■ **ASSIGNMENT**: Starting from the line that contains "Please list the nodes and edges formed by every", give back every line through the end of the listing exactly as written and no other line.

■ **DATA RECORDS**:
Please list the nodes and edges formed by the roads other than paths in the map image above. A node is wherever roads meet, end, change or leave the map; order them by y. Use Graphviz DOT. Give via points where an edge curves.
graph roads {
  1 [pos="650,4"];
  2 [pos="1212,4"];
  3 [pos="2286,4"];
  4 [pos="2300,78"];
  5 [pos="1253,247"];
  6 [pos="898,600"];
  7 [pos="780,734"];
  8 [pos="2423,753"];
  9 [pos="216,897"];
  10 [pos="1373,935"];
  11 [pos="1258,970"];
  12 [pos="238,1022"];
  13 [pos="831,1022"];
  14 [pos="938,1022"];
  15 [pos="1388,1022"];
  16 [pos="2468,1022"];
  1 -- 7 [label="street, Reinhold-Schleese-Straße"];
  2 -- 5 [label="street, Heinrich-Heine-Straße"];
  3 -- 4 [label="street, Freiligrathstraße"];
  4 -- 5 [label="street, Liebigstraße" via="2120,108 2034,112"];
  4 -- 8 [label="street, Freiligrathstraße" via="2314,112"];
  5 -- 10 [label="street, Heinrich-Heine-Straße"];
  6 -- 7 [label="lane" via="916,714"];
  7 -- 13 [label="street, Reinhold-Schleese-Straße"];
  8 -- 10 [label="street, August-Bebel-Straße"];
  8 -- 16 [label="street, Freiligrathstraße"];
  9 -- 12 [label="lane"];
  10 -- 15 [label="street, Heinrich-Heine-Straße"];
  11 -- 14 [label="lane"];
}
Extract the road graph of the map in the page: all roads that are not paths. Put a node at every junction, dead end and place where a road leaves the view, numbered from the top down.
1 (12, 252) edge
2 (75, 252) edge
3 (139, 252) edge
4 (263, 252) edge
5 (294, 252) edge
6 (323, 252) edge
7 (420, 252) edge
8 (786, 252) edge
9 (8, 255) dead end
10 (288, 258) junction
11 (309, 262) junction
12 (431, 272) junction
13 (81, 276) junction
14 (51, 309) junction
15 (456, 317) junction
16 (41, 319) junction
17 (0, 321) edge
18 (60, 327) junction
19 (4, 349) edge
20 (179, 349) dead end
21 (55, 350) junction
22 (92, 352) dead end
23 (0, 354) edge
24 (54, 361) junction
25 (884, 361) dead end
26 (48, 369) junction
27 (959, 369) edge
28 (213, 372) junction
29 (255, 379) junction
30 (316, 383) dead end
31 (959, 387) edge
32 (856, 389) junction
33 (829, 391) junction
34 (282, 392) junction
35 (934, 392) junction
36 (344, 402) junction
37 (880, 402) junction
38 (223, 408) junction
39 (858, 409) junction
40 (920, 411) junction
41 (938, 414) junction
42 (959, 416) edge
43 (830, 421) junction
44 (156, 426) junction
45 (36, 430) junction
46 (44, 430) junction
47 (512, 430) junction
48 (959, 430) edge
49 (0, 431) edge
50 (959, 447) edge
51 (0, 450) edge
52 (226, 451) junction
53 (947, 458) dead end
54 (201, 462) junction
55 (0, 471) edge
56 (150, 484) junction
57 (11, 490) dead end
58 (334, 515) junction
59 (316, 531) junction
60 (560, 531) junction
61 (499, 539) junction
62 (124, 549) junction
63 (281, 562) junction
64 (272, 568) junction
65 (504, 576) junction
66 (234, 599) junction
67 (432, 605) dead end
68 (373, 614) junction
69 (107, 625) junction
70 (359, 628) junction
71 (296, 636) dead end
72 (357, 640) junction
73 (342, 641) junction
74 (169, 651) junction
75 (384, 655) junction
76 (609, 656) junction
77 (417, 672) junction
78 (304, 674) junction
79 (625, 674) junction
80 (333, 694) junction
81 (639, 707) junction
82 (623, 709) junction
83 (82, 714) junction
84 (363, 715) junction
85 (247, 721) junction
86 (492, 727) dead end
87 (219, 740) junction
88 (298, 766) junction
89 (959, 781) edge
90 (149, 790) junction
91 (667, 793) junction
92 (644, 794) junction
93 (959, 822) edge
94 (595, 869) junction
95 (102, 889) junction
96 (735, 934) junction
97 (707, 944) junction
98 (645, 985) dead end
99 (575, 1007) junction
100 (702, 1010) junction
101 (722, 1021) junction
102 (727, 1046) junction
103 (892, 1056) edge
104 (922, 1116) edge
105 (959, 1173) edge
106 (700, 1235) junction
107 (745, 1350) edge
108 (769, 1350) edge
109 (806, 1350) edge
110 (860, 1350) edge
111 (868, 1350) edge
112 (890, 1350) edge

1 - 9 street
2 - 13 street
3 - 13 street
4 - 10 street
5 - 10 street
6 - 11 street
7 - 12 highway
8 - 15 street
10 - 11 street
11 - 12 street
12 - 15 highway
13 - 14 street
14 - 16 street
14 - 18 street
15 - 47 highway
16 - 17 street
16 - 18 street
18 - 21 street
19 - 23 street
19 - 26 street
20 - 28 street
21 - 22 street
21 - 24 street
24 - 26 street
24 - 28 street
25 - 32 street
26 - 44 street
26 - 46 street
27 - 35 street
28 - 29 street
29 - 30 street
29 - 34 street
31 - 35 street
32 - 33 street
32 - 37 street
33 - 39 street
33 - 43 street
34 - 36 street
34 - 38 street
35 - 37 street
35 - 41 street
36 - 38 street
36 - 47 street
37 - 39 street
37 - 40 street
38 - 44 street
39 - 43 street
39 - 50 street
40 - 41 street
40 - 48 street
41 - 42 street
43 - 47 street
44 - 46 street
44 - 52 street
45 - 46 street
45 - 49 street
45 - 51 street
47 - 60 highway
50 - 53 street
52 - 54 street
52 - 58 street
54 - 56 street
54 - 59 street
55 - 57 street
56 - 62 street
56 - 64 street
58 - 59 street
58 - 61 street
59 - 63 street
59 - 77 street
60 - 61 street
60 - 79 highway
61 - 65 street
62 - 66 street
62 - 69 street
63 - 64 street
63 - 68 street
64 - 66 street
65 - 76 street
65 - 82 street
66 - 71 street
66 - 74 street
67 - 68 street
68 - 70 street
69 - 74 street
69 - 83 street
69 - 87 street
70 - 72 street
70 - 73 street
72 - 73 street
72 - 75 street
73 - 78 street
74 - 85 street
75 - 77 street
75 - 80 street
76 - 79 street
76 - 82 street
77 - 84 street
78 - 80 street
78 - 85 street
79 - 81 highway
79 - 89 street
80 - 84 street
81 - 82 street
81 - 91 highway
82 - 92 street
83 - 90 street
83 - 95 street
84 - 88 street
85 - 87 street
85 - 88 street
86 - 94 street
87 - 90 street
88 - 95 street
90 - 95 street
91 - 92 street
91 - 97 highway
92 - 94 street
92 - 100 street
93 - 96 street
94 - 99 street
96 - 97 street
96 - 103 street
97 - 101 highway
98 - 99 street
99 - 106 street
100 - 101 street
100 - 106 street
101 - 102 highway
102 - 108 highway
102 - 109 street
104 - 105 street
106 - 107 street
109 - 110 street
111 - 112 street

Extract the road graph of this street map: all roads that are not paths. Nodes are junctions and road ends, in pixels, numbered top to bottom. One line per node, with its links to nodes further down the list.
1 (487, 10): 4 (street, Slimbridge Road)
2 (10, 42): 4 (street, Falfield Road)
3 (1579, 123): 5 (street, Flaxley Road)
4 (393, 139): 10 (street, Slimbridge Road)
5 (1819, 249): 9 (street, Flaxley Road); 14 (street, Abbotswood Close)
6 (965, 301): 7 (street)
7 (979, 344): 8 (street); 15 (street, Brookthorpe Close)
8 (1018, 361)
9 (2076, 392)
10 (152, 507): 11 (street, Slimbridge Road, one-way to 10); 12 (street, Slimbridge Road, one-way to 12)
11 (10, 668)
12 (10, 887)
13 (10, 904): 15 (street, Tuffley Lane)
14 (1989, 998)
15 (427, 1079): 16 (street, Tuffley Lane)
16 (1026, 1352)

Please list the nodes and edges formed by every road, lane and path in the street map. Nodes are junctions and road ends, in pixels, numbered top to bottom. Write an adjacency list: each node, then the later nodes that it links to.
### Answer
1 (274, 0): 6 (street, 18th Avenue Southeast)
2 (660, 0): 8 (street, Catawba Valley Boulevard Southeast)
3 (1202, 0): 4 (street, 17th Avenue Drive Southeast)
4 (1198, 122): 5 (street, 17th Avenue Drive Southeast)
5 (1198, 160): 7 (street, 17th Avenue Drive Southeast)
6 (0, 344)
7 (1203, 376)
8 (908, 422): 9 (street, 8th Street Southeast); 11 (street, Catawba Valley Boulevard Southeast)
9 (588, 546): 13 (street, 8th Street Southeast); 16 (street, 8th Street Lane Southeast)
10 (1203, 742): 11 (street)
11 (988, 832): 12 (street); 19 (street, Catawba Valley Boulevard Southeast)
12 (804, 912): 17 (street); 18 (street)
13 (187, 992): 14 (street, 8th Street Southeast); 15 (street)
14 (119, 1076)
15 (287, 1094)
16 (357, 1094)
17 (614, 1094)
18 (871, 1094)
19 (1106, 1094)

■ **FINISHED EXERCISE**:
Please list the nodes and edges formed by every road, lane and path in the street map. Nodes are junctions and road ends, in pixels, numbered top to bottom. Write an adjacency list: each node, then the later nodes that it links to.
### Answer
1 (274, 0): 6 (street, 18th Avenue Southeast)
2 (660, 0): 8 (street, Catawba Valley Boulevard Southeast)
3 (1202, 0): 4 (street, 17th Avenue Drive Southeast)
4 (1198, 122): 5 (street, 17th Avenue Drive Southeast)
5 (1198, 160): 7 (street, 17th Avenue Drive Southeast)
6 (0, 344)
7 (1203, 376)
8 (908, 422): 9 (street, 8th Street Southeast); 11 (street, Catawba Valley Boulevard Southeast)
9 (588, 546): 13 (street, 8th Street Southeast); 16 (street, 8th Street Lane Southeast)
10 (1203, 742): 11 (street)
11 (988, 832): 12 (street); 19 (street, Catawba Valley Boulevard Southeast)
12 (804, 912): 17 (street); 18 (street)
13 (187, 992): 14 (street, 8th Street Southeast); 15 (street)
14 (119, 1076)
15 (287, 1094)
16 (357, 1094)
17 (614, 1094)
18 (871, 1094)
19 (1106, 1094)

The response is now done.